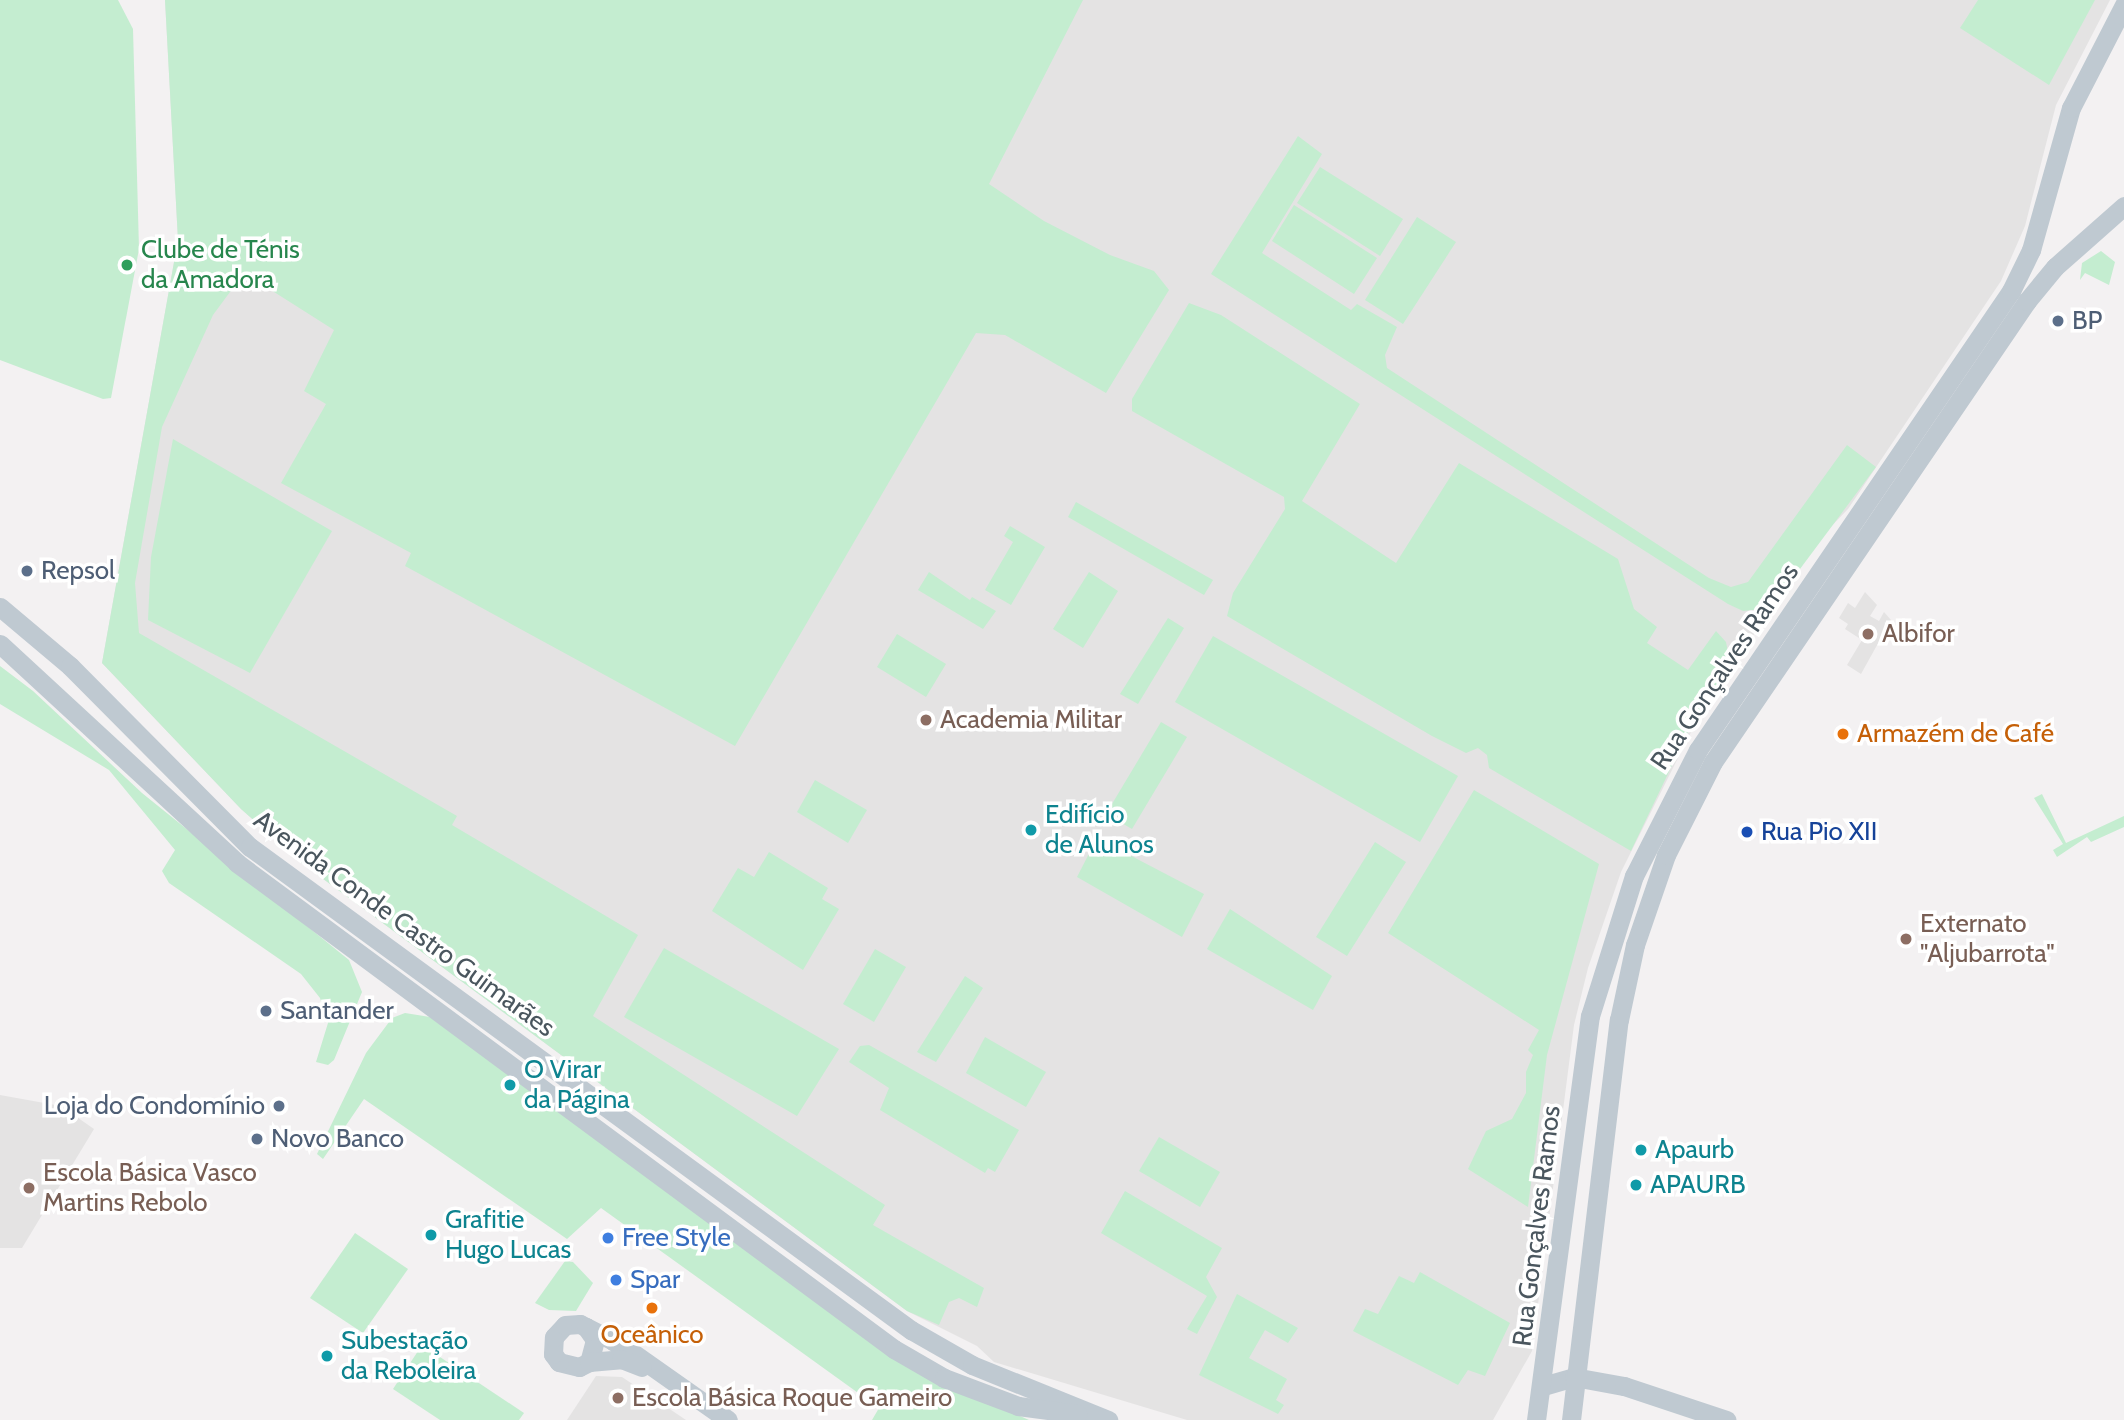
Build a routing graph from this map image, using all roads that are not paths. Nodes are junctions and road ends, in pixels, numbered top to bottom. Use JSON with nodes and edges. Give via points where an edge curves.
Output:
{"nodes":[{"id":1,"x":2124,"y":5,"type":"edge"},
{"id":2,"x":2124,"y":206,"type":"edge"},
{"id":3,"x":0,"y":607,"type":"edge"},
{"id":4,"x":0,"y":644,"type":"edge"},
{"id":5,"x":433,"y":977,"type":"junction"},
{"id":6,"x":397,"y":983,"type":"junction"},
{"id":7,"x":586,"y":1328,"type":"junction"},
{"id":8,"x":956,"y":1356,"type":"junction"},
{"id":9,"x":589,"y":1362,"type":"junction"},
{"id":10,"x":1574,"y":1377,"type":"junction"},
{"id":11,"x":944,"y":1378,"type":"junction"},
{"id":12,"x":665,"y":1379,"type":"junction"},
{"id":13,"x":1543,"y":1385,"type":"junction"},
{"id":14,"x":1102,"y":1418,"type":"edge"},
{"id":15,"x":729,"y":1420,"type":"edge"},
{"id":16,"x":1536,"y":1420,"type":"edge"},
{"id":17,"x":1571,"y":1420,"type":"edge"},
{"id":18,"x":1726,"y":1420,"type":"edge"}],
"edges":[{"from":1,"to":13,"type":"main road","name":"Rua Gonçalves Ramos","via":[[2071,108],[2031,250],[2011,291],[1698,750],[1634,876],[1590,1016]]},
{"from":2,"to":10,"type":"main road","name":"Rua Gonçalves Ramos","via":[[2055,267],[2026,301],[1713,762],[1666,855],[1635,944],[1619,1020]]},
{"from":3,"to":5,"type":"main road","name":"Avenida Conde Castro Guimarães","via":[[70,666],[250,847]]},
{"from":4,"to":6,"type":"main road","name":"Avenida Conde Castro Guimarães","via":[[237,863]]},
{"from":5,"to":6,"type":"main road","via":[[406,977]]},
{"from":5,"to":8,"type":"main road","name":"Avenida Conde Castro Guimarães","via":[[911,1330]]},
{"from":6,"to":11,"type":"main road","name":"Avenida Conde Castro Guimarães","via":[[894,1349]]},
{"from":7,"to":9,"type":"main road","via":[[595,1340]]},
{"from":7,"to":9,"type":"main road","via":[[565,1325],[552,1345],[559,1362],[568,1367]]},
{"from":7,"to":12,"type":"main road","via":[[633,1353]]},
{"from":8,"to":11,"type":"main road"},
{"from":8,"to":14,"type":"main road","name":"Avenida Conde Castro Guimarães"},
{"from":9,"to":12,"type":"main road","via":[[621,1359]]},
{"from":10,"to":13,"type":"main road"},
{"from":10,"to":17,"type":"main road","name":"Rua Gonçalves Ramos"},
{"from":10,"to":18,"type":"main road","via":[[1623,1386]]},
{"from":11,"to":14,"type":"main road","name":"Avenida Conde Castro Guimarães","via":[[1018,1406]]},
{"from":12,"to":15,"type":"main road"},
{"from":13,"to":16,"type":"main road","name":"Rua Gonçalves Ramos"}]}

○ ○ ○ ○ ○

• [Goal of the exercise]: Copy each line above holding "edges".

• [Output of the exercise]:
Build a routing graph from this map image, using all roads that are not paths. Nodes are junctions and road ends, in pixels, numbered top to bottom. Use JSON with nodes and edges. Give via points where an edge curves.
"edges":[{"from":1,"to":13,"type":"main road","name":"Rua Gonçalves Ramos","via":[[2071,108],[2031,250],[2011,291],[1698,750],[1634,876],[1590,1016]]},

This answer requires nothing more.